*** Material to process ***

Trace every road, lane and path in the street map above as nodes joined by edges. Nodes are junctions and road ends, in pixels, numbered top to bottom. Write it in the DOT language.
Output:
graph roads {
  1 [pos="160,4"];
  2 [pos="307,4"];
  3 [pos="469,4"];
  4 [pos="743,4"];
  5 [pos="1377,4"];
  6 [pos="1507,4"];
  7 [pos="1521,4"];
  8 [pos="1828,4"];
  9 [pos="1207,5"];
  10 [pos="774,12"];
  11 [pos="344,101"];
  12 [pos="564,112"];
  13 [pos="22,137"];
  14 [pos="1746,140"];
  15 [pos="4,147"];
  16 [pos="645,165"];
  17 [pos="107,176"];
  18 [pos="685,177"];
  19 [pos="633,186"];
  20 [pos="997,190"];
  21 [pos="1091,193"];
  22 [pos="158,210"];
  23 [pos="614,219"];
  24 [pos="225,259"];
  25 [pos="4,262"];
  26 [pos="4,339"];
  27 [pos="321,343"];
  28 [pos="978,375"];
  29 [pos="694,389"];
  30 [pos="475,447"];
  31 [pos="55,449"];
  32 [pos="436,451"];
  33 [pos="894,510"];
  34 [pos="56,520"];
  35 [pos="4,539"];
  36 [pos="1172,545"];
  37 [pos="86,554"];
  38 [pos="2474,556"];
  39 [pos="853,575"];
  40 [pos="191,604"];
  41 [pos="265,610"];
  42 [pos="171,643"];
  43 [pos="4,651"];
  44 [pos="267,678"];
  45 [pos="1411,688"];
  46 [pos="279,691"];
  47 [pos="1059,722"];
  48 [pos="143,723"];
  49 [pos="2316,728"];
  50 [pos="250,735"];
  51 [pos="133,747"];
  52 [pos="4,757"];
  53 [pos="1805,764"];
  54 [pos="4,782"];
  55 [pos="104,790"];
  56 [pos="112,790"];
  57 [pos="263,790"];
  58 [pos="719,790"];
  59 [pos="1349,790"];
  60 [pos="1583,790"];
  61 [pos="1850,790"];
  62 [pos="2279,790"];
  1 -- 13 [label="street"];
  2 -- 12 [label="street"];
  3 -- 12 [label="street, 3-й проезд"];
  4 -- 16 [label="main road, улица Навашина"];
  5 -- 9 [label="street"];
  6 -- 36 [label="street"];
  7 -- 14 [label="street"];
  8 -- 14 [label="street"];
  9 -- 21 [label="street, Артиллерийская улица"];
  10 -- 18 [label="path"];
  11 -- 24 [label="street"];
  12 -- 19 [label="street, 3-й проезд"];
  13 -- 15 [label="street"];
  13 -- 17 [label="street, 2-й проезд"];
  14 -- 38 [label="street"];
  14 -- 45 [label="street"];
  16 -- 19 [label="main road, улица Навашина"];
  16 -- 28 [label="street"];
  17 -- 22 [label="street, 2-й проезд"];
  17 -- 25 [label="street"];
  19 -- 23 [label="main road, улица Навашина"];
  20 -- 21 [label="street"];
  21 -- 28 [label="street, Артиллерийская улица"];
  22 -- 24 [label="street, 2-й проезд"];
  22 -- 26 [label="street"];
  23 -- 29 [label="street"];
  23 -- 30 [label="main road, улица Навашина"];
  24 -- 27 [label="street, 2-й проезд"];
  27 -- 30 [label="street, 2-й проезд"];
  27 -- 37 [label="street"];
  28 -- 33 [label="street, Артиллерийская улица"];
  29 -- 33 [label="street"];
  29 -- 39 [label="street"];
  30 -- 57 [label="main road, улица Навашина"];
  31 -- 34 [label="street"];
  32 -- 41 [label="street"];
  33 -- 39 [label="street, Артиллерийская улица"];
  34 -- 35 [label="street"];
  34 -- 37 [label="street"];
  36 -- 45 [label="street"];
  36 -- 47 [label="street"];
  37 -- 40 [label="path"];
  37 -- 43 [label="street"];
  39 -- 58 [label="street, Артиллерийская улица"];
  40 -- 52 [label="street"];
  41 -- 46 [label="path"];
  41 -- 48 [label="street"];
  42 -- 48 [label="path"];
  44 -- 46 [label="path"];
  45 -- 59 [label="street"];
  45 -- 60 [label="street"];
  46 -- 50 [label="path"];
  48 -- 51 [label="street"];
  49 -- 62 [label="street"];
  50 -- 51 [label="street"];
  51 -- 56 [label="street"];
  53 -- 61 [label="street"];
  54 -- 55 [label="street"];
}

***

Exercise instructions: Each line above with the word "Артиллерийская" needs to be copied.

Expected answer:
  9 -- 21 [label="street, Артиллерийская улица"];
  21 -- 28 [label="street, Артиллерийская улица"];
  28 -- 33 [label="street, Артиллерийская улица"];
  33 -- 39 [label="street, Артиллерийская улица"];
  39 -- 58 [label="street, Артиллерийская улица"];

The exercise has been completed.